For other arguments, see details in section "Multi-part assembly planning - single assembly" above.
To run the algorithm on your custom assembly meshes, some pre-processing on the meshes need to be done since the meshes could be of arbitrary scales and the vertex density of meshes may not be enough for accurate point-based collision checking.
We provide a pre-processing script assets/process_mesh.py
that rescales the custom meshes to provide an unified input to the algorithm. Assume you have a set of .obj meshes placed under source_dir/
that form an assembly and are all in the assembled states.
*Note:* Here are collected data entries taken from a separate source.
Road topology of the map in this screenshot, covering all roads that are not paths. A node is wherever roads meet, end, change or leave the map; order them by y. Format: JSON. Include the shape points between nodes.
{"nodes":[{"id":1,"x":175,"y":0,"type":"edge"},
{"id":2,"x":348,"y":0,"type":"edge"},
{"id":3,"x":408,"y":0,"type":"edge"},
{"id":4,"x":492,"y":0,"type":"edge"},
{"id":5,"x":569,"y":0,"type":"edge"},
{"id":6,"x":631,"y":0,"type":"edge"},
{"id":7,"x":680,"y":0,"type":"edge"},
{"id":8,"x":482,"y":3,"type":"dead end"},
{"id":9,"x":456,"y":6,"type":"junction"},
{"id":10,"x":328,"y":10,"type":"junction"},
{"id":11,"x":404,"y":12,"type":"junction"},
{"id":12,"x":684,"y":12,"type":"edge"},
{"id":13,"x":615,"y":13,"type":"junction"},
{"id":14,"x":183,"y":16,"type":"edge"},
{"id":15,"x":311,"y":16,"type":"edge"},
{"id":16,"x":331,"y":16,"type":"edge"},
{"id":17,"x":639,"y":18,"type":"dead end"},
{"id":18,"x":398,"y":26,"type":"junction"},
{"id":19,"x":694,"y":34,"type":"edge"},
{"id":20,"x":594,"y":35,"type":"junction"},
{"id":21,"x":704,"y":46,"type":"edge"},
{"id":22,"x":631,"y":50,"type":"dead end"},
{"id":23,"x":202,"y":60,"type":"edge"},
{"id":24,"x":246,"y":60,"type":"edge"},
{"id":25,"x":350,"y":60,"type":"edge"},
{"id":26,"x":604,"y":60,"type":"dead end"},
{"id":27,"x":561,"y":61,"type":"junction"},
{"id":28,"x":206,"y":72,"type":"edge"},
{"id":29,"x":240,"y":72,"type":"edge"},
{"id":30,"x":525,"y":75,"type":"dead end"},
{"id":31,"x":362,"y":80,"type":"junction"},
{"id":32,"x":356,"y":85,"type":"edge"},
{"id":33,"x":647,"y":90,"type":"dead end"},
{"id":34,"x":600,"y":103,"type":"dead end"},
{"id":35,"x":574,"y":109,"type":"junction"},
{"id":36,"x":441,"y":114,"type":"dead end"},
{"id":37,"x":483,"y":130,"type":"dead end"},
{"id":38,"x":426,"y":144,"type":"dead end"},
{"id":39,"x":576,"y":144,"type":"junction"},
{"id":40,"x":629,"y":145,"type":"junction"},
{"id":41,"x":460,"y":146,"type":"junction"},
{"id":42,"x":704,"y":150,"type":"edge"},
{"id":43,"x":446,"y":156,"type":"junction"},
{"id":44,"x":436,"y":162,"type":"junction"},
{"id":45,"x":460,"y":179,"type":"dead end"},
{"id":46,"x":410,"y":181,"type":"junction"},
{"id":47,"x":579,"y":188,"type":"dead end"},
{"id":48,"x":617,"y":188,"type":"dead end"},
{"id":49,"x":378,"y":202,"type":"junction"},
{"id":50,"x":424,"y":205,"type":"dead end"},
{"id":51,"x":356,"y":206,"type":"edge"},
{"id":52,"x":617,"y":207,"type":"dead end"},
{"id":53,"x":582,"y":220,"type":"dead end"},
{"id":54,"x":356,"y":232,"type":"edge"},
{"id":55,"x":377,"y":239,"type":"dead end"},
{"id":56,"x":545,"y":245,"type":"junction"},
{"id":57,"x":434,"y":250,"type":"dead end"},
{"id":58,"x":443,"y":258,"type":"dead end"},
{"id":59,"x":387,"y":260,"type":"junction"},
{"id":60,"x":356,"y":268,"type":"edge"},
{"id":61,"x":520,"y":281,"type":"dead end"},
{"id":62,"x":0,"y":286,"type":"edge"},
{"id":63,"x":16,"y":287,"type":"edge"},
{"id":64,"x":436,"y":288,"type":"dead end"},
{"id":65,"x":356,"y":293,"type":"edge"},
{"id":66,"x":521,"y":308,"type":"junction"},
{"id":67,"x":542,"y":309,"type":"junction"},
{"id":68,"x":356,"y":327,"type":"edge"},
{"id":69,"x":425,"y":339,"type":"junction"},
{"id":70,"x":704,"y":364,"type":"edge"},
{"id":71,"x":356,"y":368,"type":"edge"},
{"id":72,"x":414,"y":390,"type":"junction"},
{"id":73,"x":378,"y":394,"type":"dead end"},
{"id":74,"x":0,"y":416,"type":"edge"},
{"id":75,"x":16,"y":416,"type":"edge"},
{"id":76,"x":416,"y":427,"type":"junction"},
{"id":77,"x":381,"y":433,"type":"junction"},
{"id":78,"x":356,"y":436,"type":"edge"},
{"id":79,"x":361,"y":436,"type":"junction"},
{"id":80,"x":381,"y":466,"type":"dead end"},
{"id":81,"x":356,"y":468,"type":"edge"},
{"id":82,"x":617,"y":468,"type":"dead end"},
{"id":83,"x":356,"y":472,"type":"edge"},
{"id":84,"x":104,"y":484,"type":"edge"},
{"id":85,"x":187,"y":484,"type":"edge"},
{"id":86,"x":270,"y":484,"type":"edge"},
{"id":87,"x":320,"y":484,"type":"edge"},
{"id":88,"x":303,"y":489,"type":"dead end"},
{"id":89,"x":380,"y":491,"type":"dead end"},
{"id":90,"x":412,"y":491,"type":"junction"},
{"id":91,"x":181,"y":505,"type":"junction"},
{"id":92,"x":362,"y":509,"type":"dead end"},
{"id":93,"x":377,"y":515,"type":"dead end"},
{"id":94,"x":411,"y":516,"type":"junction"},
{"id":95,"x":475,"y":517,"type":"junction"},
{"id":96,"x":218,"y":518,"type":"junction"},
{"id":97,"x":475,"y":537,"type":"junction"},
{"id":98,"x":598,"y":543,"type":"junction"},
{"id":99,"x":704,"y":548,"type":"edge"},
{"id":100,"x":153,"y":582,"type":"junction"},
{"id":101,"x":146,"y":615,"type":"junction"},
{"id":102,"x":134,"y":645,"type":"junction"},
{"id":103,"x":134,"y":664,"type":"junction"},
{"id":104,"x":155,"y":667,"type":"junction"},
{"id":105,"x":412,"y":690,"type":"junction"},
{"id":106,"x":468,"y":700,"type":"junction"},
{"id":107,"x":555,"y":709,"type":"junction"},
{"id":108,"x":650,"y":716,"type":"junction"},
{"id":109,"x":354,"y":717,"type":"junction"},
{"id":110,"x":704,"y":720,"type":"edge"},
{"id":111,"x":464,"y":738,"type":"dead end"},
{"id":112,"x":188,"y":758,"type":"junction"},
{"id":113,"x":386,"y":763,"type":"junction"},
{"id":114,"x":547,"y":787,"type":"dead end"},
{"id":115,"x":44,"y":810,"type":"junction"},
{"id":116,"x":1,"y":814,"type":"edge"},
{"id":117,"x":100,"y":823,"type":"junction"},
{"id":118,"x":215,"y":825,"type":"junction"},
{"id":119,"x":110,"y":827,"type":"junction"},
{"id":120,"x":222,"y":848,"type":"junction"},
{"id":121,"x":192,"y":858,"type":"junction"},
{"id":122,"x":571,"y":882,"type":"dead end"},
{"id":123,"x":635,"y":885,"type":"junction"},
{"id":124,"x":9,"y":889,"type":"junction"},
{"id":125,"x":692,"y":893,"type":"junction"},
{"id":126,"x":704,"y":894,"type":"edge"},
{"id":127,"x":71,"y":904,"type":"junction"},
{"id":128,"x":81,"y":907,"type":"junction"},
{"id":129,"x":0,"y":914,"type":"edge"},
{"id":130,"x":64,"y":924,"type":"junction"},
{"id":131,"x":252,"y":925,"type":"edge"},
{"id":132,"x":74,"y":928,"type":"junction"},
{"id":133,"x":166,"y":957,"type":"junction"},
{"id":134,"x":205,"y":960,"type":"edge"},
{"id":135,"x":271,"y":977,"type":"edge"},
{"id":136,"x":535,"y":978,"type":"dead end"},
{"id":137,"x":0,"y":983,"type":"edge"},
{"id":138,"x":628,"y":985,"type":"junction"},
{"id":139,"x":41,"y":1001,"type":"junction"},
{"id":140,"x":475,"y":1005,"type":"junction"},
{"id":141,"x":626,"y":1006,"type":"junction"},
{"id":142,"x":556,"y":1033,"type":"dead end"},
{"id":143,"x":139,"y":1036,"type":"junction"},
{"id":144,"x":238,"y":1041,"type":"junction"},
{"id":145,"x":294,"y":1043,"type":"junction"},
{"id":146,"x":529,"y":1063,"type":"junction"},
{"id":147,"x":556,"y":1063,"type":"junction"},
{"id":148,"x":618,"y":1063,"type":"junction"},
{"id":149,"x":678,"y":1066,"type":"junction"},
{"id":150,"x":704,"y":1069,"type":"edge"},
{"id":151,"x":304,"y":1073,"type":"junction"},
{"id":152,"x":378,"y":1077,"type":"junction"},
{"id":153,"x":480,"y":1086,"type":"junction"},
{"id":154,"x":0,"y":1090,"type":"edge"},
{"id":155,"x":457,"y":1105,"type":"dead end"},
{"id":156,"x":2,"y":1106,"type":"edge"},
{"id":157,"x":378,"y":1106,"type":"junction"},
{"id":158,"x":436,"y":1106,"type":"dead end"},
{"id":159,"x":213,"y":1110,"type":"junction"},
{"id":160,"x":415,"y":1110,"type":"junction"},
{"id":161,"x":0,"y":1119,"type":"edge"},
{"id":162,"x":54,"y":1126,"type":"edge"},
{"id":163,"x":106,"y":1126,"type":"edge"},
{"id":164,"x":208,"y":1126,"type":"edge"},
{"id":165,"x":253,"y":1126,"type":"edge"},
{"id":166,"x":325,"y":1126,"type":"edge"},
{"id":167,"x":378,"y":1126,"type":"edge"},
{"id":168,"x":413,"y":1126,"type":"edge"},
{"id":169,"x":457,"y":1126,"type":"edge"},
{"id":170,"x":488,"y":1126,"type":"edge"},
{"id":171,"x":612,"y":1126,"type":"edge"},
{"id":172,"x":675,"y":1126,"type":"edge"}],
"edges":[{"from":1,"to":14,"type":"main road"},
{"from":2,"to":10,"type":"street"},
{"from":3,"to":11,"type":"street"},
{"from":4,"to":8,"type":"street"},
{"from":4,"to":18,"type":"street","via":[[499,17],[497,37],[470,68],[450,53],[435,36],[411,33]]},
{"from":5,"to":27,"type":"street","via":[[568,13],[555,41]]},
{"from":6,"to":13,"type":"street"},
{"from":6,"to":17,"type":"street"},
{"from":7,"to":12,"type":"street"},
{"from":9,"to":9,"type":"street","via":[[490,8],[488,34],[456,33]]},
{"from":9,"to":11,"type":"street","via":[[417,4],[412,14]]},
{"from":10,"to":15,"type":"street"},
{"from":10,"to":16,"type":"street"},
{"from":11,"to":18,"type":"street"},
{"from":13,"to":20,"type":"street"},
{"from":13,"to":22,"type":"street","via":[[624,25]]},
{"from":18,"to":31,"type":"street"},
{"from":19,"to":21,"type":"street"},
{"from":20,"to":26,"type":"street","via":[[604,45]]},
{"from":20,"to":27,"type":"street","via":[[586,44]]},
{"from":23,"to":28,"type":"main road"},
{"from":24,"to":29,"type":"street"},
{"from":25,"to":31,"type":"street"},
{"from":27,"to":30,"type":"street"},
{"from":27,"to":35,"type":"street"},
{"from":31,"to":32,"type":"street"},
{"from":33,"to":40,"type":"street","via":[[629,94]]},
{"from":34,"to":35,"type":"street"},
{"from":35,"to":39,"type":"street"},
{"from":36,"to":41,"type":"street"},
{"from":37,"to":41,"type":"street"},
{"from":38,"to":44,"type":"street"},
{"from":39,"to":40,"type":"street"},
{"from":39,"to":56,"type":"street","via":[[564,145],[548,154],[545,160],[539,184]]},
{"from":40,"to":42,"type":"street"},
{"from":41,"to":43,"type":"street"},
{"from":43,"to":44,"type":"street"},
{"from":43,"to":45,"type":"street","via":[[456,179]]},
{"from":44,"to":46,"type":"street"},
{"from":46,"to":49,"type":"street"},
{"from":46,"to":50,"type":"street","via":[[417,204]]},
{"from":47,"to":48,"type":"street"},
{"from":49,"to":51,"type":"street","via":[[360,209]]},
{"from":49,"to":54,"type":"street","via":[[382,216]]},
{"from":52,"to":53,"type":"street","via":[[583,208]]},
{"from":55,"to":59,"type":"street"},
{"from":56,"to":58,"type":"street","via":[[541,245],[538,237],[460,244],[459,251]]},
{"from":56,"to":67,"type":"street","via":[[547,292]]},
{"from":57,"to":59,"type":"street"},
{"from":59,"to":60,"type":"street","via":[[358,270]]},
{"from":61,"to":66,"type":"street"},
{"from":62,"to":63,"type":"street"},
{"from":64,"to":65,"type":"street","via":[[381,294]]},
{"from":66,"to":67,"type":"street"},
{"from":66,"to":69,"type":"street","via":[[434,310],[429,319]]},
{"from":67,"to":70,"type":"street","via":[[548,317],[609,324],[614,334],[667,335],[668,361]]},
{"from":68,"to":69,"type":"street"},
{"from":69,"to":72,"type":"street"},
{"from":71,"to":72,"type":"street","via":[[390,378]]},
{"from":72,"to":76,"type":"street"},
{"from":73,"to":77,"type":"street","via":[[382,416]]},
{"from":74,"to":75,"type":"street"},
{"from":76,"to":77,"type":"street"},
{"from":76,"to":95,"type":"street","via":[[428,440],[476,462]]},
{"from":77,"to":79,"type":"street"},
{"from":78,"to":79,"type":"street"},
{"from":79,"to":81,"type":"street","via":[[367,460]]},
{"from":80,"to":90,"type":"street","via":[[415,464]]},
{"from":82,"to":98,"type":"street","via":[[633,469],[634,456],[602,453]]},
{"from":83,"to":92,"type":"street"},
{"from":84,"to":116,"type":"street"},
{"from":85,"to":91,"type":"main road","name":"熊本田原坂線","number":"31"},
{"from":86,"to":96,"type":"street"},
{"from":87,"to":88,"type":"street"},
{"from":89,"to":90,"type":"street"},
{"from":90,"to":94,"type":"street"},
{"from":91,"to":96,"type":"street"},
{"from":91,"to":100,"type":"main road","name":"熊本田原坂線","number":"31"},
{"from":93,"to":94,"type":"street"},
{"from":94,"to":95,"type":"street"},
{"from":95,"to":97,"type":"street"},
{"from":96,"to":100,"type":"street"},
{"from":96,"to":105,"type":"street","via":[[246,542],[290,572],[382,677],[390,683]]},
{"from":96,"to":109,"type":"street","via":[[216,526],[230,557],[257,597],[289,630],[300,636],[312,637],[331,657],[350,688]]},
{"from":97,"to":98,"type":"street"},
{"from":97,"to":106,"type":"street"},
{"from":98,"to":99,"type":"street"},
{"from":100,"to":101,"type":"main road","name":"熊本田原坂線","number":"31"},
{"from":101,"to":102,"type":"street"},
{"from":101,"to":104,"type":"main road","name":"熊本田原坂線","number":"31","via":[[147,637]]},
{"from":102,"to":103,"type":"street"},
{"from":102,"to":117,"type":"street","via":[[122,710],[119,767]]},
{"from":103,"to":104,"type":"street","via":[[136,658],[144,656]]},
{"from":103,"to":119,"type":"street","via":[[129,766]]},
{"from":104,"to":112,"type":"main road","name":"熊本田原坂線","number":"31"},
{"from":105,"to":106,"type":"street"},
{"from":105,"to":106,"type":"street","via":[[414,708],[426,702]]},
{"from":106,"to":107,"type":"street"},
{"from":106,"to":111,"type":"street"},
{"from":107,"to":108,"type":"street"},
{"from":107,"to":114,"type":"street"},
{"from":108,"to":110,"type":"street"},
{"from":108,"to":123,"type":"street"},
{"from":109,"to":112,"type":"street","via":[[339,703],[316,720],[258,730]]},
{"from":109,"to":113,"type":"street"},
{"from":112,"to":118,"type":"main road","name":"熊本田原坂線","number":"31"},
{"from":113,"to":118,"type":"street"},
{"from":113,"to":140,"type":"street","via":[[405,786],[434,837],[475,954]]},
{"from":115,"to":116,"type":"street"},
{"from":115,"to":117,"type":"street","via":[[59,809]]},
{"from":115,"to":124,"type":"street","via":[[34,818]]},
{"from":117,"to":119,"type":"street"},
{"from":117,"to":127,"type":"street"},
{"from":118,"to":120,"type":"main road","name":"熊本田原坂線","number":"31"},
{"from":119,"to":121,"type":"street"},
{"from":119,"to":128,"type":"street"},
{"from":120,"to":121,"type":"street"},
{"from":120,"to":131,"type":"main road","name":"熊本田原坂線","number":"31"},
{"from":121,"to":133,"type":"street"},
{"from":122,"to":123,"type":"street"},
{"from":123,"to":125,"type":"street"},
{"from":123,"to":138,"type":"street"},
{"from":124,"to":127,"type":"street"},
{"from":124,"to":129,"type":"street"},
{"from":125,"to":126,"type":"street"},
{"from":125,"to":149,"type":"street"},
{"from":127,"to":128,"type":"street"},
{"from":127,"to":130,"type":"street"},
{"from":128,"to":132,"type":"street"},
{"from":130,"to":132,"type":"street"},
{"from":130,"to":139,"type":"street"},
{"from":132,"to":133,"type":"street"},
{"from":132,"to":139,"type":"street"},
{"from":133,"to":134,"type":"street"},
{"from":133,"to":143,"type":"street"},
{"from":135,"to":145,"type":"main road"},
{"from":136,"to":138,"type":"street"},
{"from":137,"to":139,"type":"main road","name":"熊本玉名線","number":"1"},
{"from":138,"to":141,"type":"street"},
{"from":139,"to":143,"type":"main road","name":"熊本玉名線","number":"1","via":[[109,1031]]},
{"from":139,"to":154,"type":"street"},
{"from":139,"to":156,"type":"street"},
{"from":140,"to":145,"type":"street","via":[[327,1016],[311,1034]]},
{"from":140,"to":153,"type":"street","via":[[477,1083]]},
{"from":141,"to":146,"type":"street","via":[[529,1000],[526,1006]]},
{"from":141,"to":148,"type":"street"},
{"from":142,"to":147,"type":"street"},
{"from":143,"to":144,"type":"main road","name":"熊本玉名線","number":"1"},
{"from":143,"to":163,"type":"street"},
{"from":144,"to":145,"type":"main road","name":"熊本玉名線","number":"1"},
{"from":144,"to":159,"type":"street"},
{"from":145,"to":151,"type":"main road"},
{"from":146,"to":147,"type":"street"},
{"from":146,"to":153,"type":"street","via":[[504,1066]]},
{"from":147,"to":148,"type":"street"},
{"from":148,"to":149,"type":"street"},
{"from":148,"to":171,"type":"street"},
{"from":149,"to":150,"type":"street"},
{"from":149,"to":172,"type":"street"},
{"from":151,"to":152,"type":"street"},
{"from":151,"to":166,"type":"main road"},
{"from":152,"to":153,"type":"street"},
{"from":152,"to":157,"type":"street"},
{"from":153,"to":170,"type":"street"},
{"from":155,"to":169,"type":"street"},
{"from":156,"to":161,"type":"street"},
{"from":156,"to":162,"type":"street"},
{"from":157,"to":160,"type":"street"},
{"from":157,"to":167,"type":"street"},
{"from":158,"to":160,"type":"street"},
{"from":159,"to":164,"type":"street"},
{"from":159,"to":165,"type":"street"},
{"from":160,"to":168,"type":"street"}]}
Run:
python assets/process_mesh.py --source-dir source_dir/ --target-dir target_dir/ --subdivide
Then, all the pre-processed meshes will be written to the output directory target_dir/
.
To run our algorithm on top of them, just specify --dir
and --id
accordingly for the scripts in the above Experiments section to make sure they can find target_dir/
.
Please feel free to contact yunsheng@csail.mit.edu or create a GitHub issue for any questions about the code or dataset.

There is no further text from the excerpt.